> REQUIREMENT:
Could you find every line in the entries below that holds the word "Route" and copy it?
▼▼▼
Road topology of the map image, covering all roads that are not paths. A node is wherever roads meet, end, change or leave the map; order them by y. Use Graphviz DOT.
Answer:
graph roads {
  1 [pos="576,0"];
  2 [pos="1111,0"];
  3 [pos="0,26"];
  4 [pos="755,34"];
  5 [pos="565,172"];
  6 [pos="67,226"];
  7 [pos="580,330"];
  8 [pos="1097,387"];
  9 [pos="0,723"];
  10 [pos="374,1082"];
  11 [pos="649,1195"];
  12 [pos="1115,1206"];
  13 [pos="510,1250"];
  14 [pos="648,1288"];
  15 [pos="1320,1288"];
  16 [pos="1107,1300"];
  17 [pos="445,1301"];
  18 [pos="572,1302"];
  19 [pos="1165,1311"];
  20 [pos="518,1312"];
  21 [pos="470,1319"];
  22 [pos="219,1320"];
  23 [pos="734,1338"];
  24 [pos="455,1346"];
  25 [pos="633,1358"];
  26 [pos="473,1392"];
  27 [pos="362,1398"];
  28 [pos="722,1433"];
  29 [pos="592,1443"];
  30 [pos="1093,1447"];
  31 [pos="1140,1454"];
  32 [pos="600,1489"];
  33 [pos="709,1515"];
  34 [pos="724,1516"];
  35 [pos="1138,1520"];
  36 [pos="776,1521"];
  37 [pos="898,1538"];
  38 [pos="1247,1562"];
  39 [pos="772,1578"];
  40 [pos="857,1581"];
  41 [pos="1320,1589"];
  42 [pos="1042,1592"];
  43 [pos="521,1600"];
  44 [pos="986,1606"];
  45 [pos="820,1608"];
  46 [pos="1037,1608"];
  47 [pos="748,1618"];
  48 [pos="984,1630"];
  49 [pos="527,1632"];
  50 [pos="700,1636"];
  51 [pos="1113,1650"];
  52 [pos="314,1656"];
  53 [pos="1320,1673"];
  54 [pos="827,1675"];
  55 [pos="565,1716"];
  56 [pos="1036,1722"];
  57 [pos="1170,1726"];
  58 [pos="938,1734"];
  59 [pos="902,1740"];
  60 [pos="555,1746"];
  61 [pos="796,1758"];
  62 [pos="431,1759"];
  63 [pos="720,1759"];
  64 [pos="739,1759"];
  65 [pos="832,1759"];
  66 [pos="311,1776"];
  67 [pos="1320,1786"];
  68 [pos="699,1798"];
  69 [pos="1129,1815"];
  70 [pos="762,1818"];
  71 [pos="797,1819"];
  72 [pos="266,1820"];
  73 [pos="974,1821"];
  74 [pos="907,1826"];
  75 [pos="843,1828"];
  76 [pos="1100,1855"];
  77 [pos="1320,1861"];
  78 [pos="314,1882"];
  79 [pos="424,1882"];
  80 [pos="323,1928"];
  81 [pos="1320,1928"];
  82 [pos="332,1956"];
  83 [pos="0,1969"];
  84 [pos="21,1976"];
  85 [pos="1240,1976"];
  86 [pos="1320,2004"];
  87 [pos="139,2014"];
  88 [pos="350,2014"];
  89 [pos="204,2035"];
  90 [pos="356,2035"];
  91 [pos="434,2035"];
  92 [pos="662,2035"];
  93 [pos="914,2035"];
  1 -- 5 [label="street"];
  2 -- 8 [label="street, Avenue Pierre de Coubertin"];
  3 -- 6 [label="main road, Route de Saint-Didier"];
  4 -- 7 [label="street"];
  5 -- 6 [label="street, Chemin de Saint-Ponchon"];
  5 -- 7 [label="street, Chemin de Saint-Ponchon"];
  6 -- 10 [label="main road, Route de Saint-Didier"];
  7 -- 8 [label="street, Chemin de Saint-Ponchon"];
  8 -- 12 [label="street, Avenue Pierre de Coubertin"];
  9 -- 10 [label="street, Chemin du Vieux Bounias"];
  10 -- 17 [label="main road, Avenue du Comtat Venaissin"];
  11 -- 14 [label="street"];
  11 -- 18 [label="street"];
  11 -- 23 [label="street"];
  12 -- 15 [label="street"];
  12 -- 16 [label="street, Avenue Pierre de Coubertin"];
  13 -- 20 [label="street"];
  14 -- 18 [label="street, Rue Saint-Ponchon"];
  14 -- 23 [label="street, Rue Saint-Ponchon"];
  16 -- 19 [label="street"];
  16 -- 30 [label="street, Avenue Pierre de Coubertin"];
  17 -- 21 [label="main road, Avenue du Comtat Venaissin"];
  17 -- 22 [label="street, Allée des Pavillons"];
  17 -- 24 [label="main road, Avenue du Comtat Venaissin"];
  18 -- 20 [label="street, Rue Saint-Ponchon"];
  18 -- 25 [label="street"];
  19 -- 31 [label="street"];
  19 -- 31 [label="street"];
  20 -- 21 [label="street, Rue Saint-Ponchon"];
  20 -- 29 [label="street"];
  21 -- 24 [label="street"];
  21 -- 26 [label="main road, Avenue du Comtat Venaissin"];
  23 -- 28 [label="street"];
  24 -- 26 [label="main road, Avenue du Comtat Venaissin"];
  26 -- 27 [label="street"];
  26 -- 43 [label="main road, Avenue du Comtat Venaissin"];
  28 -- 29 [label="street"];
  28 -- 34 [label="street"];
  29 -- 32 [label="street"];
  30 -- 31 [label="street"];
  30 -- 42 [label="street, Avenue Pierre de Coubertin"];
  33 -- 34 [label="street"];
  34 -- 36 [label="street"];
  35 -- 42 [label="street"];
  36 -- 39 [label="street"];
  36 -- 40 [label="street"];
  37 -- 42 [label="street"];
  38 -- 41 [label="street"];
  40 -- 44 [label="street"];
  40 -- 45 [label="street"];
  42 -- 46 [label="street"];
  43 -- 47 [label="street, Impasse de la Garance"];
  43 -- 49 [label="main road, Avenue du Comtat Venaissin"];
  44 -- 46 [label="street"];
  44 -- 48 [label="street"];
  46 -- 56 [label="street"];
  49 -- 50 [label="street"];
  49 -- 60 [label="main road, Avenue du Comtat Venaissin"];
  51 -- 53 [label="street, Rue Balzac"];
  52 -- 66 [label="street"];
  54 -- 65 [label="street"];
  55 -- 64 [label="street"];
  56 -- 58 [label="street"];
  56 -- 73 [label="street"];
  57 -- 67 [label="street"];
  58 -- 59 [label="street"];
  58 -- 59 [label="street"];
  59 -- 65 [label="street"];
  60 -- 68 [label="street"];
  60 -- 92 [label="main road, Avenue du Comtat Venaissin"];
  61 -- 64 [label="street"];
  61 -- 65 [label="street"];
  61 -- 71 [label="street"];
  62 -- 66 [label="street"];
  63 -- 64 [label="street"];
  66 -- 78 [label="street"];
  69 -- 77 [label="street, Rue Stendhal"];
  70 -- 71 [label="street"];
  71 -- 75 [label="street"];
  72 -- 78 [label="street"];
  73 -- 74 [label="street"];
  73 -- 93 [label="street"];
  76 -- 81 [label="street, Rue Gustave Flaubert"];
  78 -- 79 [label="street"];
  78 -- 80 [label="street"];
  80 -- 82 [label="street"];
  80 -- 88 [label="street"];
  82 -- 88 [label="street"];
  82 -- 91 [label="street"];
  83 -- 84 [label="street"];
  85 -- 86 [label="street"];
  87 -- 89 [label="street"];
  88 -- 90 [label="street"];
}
▲▲▲
> RESPONSE TO THIS TASK:
  3 -- 6 [label="main road, Route de Saint-Didier"];
  6 -- 10 [label="main road, Route de Saint-Didier"];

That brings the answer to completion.